:: Dataset content ::
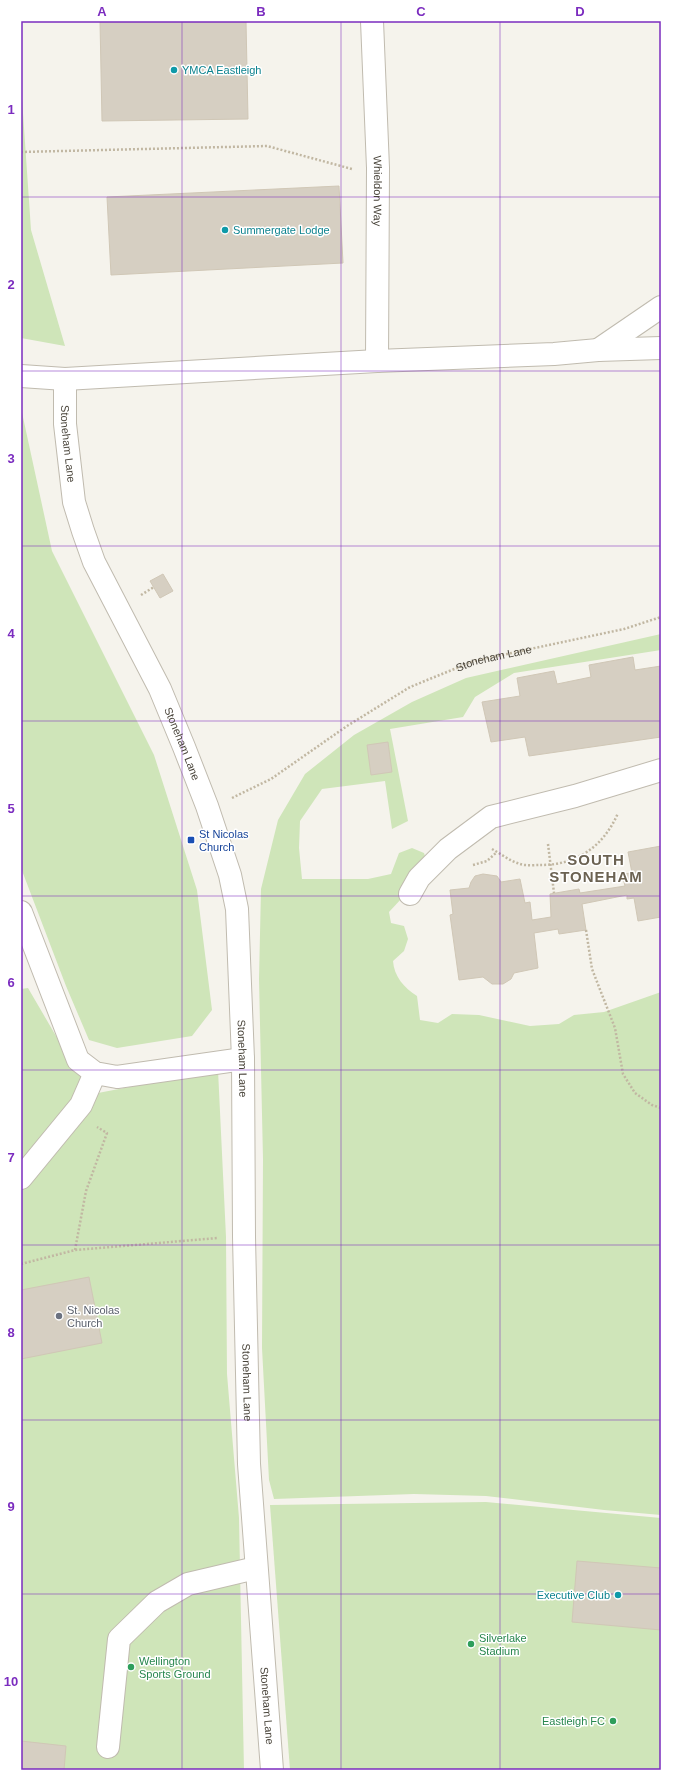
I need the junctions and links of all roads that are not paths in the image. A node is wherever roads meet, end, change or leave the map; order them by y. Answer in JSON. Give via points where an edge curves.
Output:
{"nodes":[{"id":1,"x":372,"y":21,"type":"edge"},
{"id":2,"x":661,"y":307,"type":"edge"},
{"id":3,"x":661,"y":348,"type":"edge"},
{"id":4,"x":598,"y":350,"type":"junction"},
{"id":5,"x":377,"y":361,"type":"junction"},
{"id":6,"x":21,"y":376,"type":"edge"},
{"id":7,"x":65,"y":379,"type":"junction"},
{"id":8,"x":661,"y":770,"type":"edge"},
{"id":9,"x":410,"y":894,"type":"dead end"},
{"id":10,"x":21,"y":912,"type":"edge"},
{"id":11,"x":243,"y":1059,"type":"junction"},
{"id":12,"x":95,"y":1073,"type":"junction"},
{"id":13,"x":21,"y":1178,"type":"edge"},
{"id":14,"x":256,"y":1568,"type":"junction"},
{"id":15,"x":108,"y":1747,"type":"dead end"},
{"id":16,"x":272,"y":1770,"type":"edge"}],
"edges":[{"from":1,"to":5,"type":"street","name":"Whieldon Way","via":[[378,176]]},
{"from":2,"to":4,"type":"street"},
{"from":3,"to":4,"type":"street"},
{"from":4,"to":5,"type":"street"},
{"from":5,"to":7,"type":"street"},
{"from":6,"to":7,"type":"street"},
{"from":7,"to":11,"type":"street","name":"Stoneham Lane","via":[[65,424],[74,502],[87,542],[106,587],[163,696],[207,806],[230,875],[237,910]]},
{"from":8,"to":9,"type":"street","via":[[575,796],[491,817],[448,849],[419,878]]},
{"from":10,"to":12,"type":"street","via":[[78,1060]]},
{"from":11,"to":12,"type":"street","via":[[117,1077]]},
{"from":11,"to":14,"type":"street","name":"Stoneham Lane","via":[[249,1464]]},
{"from":12,"to":13,"type":"street","via":[[81,1104]]},
{"from":14,"to":15,"type":"street","via":[[188,1584],[157,1602],[120,1639]]},
{"from":14,"to":16,"type":"street","name":"Stoneham Lane"}]}
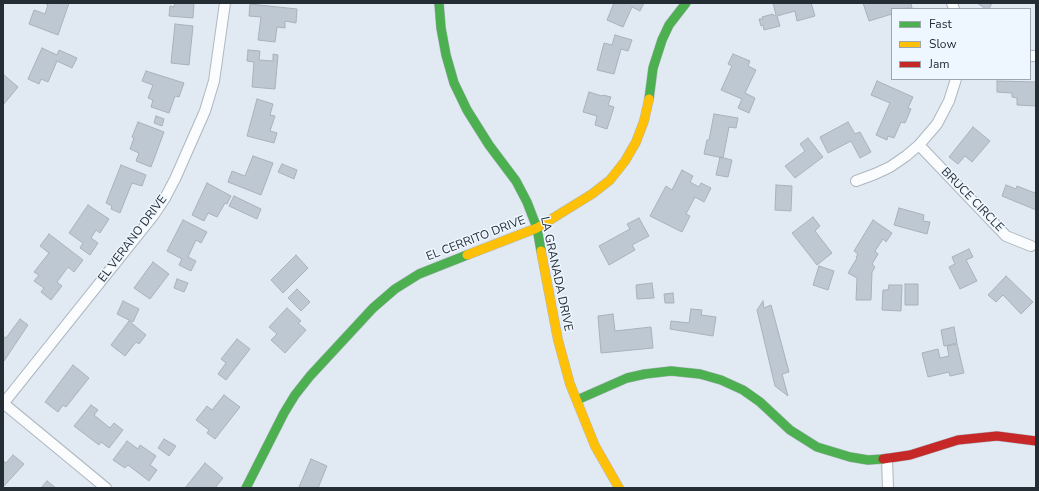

:: Task prompt ::
Pictures must not appear in the copy, and every record must be restated word for word.

:: Response area ::
I need the junctions and links of all roads that are not paths in the image. A node is wherever roads meet, end, change or leave the map; order them by y. Answer in JSON. Give via points where an edge curves.
Output:
{"nodes":[{"id":1,"x":372,"y":21,"type":"edge"},
{"id":2,"x":661,"y":307,"type":"edge"},
{"id":3,"x":661,"y":348,"type":"edge"},
{"id":4,"x":598,"y":350,"type":"junction"},
{"id":5,"x":377,"y":361,"type":"junction"},
{"id":6,"x":21,"y":376,"type":"edge"},
{"id":7,"x":65,"y":379,"type":"junction"},
{"id":8,"x":661,"y":770,"type":"edge"},
{"id":9,"x":410,"y":894,"type":"dead end"},
{"id":10,"x":21,"y":912,"type":"edge"},
{"id":11,"x":243,"y":1059,"type":"junction"},
{"id":12,"x":95,"y":1073,"type":"junction"},
{"id":13,"x":21,"y":1178,"type":"edge"},
{"id":14,"x":256,"y":1568,"type":"junction"},
{"id":15,"x":108,"y":1747,"type":"dead end"},
{"id":16,"x":272,"y":1770,"type":"edge"}],
"edges":[{"from":1,"to":5,"type":"street","name":"Whieldon Way","via":[[378,176]]},
{"from":2,"to":4,"type":"street"},
{"from":3,"to":4,"type":"street"},
{"from":4,"to":5,"type":"street"},
{"from":5,"to":7,"type":"street"},
{"from":6,"to":7,"type":"street"},
{"from":7,"to":11,"type":"street","name":"Stoneham Lane","via":[[65,424],[74,502],[87,542],[106,587],[163,696],[207,806],[230,875],[237,910]]},
{"from":8,"to":9,"type":"street","via":[[575,796],[491,817],[448,849],[419,878]]},
{"from":10,"to":12,"type":"street","via":[[78,1060]]},
{"from":11,"to":12,"type":"street","via":[[117,1077]]},
{"from":11,"to":14,"type":"street","name":"Stoneham Lane","via":[[249,1464]]},
{"from":12,"to":13,"type":"street","via":[[81,1104]]},
{"from":14,"to":15,"type":"street","via":[[188,1584],[157,1602],[120,1639]]},
{"from":14,"to":16,"type":"street","name":"Stoneham Lane"}]}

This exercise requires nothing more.